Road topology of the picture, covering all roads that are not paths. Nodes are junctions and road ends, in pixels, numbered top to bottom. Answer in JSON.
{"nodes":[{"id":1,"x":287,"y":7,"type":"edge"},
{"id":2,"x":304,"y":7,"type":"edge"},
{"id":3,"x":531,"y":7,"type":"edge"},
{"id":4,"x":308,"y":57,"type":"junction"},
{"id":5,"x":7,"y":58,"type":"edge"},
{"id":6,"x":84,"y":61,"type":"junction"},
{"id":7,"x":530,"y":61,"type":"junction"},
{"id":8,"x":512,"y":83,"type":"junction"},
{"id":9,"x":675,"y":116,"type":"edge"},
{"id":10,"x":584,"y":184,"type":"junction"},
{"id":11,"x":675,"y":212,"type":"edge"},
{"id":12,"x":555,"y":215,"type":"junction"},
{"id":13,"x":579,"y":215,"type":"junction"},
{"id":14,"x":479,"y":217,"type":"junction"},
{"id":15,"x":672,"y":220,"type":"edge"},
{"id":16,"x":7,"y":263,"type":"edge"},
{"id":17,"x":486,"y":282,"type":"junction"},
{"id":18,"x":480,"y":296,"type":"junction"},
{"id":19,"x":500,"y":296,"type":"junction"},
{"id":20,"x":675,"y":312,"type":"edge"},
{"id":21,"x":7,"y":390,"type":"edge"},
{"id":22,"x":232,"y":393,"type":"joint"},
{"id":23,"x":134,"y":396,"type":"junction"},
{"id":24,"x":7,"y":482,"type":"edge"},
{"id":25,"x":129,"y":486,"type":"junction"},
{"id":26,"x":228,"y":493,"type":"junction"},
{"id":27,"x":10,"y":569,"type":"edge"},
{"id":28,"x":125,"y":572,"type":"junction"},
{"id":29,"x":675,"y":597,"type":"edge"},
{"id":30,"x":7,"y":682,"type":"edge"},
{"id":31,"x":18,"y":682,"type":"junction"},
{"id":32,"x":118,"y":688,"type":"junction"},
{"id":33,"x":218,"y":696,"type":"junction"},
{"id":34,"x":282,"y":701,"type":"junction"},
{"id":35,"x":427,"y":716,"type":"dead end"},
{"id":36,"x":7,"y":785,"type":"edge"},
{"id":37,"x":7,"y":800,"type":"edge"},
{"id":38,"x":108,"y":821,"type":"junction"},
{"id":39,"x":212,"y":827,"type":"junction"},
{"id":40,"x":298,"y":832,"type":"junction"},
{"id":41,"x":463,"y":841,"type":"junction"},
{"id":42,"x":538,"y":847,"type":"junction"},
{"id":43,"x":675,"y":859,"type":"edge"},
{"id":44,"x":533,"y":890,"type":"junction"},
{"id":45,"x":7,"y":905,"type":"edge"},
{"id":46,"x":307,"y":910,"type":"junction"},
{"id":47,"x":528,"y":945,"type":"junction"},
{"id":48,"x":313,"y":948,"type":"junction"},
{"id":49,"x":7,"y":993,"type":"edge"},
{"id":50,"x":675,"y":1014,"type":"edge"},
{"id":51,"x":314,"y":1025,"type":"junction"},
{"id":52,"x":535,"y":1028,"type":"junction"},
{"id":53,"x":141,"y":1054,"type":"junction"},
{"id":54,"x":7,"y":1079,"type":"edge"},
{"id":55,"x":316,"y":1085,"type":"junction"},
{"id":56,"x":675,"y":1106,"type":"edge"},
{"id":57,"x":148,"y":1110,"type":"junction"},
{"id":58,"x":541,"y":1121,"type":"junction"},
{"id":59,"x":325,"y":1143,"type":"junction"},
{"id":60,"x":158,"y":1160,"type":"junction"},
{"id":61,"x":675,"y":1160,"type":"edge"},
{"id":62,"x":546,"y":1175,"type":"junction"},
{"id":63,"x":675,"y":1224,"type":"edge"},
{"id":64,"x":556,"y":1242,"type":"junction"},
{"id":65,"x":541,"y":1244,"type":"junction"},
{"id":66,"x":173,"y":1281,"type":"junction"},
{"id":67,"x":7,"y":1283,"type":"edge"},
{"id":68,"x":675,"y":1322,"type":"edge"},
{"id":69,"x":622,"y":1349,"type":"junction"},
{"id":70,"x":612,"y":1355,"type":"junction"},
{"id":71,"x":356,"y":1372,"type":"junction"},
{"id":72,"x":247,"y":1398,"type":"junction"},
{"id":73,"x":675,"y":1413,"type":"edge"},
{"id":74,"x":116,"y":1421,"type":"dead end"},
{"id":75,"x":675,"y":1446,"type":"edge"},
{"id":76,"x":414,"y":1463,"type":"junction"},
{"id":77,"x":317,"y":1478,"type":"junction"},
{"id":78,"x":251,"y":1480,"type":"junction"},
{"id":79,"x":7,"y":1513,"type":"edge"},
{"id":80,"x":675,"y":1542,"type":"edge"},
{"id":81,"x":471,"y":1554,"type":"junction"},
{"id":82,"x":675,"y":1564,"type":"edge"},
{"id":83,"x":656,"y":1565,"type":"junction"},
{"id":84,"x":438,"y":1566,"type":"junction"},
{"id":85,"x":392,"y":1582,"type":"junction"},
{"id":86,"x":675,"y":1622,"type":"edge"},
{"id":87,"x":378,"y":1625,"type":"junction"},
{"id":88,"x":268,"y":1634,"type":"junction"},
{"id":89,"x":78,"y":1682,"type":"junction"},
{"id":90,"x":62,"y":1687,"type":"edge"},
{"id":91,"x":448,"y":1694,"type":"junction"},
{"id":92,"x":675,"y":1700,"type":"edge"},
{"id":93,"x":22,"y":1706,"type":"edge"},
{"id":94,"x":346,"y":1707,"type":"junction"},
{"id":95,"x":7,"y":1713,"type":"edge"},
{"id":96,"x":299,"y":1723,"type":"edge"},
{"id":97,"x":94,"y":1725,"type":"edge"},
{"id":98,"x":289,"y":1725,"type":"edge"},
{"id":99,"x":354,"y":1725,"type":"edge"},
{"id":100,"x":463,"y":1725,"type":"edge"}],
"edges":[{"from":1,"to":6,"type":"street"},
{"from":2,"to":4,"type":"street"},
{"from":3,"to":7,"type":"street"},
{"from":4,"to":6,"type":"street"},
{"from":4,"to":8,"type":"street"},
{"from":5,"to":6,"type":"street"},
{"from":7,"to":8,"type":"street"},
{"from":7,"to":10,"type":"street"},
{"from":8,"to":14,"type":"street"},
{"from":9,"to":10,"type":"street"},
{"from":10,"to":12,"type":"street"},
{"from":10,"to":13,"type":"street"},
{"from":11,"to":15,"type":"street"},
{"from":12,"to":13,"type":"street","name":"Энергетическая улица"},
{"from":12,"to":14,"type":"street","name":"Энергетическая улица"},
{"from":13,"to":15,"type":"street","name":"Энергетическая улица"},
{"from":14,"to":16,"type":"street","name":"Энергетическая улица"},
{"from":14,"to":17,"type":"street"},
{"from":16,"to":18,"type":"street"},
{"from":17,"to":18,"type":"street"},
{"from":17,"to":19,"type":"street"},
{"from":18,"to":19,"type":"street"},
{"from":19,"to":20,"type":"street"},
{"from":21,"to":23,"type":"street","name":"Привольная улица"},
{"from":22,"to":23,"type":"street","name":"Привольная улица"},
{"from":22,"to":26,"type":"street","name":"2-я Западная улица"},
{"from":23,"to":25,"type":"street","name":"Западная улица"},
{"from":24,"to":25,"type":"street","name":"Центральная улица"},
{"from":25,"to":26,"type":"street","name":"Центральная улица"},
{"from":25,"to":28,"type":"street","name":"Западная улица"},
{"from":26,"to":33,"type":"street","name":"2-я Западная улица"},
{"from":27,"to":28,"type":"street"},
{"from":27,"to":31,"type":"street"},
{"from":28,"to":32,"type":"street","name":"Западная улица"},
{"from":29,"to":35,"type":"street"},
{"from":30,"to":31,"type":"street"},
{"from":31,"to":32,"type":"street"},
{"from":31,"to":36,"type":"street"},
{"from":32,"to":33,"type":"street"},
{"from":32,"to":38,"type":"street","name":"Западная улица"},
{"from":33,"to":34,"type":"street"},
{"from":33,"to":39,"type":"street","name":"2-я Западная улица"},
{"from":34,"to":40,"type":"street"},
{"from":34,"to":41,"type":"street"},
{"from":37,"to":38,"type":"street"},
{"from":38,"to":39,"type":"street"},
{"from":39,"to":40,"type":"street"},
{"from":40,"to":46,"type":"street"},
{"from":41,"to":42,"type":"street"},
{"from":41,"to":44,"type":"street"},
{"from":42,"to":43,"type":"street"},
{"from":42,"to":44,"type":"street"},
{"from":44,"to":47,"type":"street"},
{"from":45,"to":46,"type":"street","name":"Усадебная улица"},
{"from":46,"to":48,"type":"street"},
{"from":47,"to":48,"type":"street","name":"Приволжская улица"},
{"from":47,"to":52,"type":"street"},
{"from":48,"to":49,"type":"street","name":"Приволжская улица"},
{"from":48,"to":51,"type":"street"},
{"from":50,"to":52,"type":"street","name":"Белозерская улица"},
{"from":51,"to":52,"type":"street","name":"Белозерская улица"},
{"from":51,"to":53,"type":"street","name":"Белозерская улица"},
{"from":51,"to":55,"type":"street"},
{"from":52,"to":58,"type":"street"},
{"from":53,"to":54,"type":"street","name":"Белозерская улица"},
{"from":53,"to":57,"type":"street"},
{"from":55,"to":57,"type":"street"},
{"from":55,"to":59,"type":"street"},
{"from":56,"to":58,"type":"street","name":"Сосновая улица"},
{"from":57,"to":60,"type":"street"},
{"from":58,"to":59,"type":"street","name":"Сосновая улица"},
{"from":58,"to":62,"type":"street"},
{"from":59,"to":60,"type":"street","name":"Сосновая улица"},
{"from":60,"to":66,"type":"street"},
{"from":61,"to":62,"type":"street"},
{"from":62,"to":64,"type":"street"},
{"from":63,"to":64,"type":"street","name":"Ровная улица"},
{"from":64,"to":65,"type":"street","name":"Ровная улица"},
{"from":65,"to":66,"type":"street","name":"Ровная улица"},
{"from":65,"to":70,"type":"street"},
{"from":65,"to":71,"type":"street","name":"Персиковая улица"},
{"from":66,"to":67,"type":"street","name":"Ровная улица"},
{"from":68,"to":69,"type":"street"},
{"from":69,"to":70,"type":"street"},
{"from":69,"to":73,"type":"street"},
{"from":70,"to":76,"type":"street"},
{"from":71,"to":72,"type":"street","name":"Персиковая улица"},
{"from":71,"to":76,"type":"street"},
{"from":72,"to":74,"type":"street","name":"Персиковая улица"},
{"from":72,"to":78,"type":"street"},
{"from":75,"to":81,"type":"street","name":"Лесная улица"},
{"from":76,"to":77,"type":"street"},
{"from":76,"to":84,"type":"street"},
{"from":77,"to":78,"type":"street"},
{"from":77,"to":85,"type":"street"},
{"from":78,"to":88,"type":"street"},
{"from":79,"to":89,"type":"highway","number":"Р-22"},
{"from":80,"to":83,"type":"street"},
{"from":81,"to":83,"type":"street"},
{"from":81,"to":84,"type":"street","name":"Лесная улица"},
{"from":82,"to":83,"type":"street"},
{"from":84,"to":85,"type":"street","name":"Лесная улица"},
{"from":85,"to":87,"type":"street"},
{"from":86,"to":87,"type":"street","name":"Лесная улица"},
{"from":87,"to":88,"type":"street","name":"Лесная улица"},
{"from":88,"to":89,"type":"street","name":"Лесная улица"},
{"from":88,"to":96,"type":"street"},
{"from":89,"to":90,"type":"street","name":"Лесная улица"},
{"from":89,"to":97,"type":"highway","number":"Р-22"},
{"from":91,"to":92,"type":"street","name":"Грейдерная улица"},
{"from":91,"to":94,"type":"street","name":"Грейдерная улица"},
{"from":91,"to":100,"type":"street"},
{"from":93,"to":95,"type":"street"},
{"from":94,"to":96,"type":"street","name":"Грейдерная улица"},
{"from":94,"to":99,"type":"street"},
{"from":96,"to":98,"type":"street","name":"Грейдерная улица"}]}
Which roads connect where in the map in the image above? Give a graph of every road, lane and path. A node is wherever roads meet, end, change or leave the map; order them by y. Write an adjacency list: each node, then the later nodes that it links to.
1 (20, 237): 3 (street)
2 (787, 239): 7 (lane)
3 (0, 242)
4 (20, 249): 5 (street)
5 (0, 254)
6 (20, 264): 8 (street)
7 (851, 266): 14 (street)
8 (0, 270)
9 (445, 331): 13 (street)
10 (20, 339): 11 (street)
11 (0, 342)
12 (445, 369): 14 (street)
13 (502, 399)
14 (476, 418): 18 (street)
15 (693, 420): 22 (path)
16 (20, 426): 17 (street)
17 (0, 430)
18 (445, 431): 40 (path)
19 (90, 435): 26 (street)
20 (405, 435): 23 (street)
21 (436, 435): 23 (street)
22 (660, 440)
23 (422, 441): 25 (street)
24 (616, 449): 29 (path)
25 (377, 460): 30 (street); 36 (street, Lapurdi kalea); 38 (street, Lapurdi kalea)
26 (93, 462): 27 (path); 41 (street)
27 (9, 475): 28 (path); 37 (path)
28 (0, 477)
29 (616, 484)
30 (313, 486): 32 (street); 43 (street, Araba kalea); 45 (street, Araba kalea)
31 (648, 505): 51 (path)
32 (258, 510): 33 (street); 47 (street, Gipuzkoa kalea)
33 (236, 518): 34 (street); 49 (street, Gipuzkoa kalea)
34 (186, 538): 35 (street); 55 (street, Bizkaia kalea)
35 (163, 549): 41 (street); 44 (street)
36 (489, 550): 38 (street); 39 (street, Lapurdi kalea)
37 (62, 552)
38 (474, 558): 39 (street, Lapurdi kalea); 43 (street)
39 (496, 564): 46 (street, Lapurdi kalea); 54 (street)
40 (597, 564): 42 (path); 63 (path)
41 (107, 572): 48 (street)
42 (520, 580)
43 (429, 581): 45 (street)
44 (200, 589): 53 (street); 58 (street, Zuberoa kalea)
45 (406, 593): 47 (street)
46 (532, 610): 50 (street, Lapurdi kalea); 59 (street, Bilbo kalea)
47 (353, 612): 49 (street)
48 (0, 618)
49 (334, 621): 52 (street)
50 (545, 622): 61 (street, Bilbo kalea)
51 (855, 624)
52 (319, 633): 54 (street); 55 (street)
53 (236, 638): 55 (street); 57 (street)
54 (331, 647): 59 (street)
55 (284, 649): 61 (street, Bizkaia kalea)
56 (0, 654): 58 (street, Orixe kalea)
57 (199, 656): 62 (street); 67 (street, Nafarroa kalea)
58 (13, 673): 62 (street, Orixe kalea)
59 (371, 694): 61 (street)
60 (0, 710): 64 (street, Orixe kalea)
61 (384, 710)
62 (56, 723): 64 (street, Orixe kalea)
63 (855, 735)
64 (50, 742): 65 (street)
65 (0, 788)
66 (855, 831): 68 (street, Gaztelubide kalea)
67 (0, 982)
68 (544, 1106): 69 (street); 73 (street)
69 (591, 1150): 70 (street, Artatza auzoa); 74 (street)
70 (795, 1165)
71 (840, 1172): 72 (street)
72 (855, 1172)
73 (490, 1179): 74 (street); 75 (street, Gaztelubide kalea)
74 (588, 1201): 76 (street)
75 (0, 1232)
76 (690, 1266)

◆ WORK INSTRUCTION
Pick every line from the listing holding the string "Центральная", and copy it.

◆ TASK SOLUTION
{"from":24,"to":25,"type":"street","name":"Центральная улица"},
{"from":25,"to":26,"type":"street","name":"Центральная улица"},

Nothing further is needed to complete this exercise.